You can go ahead with it and expect complete resolution to this particular problem. Please ensure that the quality of electrocoating lacquer is up to the mark and it does not add to your problems.
Best of luck.
September 17, 2012
Q. I use silver, copper and brass for jewelry making. Does e-coating have better adhesion on any one of them?Sally Richards
- Ludington, Michigan usa
February 4, 2009
Q. RESPECTED SIR,
WE WOULD LIKE TO KNOW HOW E-COATING CAN BE DONE ON SILVER AND GOLD JEWELLERY.
WHAT ARE THE BENEFITS OF THE SAME. ?
- JAIPUR, RAJASTHAN, INDIA
March 3, 2009
A. The benefit is that the silver will not tarnish and flash gold (is it flash?) will not rub off.
E-coat is the best top coat for this application.

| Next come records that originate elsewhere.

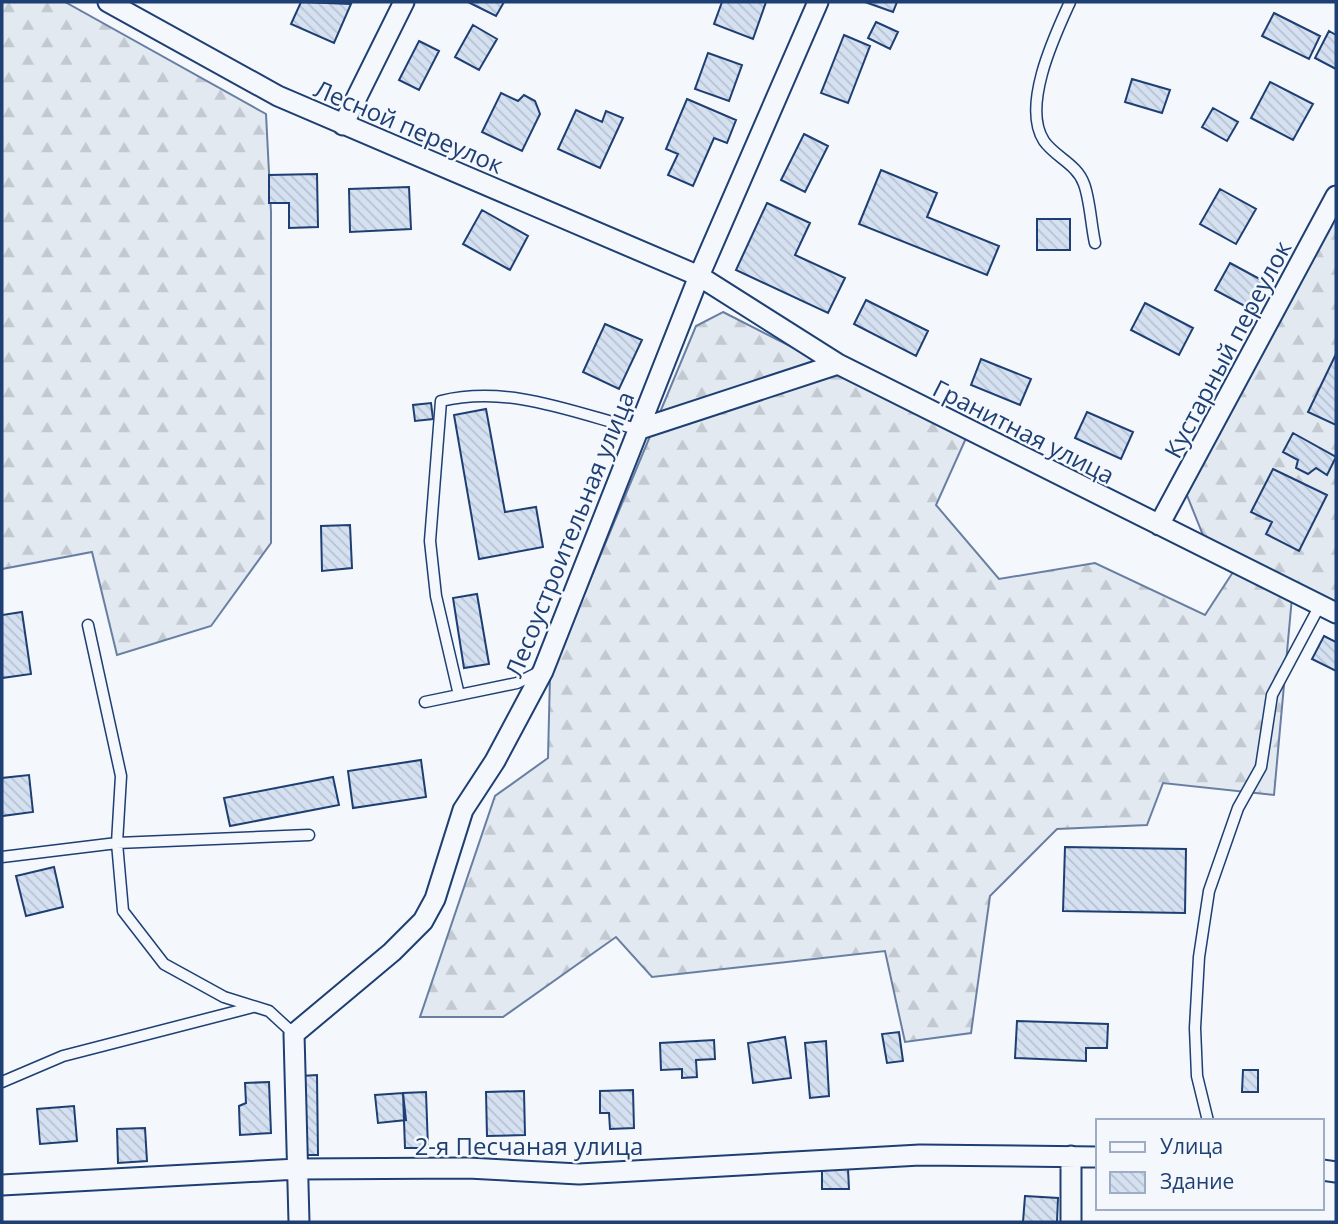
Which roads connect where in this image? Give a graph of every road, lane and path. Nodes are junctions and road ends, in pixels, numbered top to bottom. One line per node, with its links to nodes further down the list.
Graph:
1 (108, 2): 5 (street, Лесной переулок)
2 (404, 2): 5 (street)
3 (818, 2): 8 (street, Лесоустроительная улица)
4 (1070, 2): 7 (lane)
5 (343, 125): 8 (street, Лесной переулок)
6 (1336, 196): 11 (street, Кустарный переулок)
7 (1095, 243)
8 (699, 276): 9 (street, Гранитная улица); 10 (street, Лесоустроительная улица)
9 (838, 364): 10 (street); 11 (street, Гранитная улица)
10 (635, 429): 14 (street, Лесоустроительная улица); 15 (lane)
11 (1159, 525): 12 (street, Гранитная улица)
12 (1328, 609): 23 (lane)
13 (88, 625): 18 (lane)
14 (543, 671): 15 (lane); 21 (street, Лесоустроительная улица)
15 (459, 695): 16 (lane)
16 (425, 702)
17 (309, 835): 18 (lane)
18 (117, 843): 19 (lane); 20 (lane)
19 (2, 857)
20 (254, 1006): 21 (lane); 22 (lane)
21 (294, 1034): 26 (street)
22 (2, 1082)
23 (1208, 1119)
24 (1071, 1156): 25 (street, 2-я Песчаная улица); 26 (street, 2-я Песчаная улица); 29 (street)
25 (1096, 1157)
26 (298, 1169): 27 (street, 2-я Песчаная улица); 28 (street)
27 (2, 1185)
28 (299, 1222)
29 (1071, 1222)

Find a supplier, there are many.
chemical process supplier
March 22, 2009
A. Do lacquer over base coat (any colour you want). if you are doing business in bulk you could install an E Coat line for lacquer.
- DELHI, INDIA
February 27, 2017 -- this entry appended to this thread by editor in lieu of spawning a duplicative thread
Q. Hello, we are currently developing a new jewellery production in brass with silver plating and we don't know if 4 microns of silver is better than 2 microns with e-coating.
Also we are trying to find out what is the best option for under coating apart from nickel as we want our jewellery to be nickel free.
Our ideal coating should last about two years also for rings.
Any suggestion? We read that bronze is a good undercoating to keep silver not tarnish with brass, is it correct?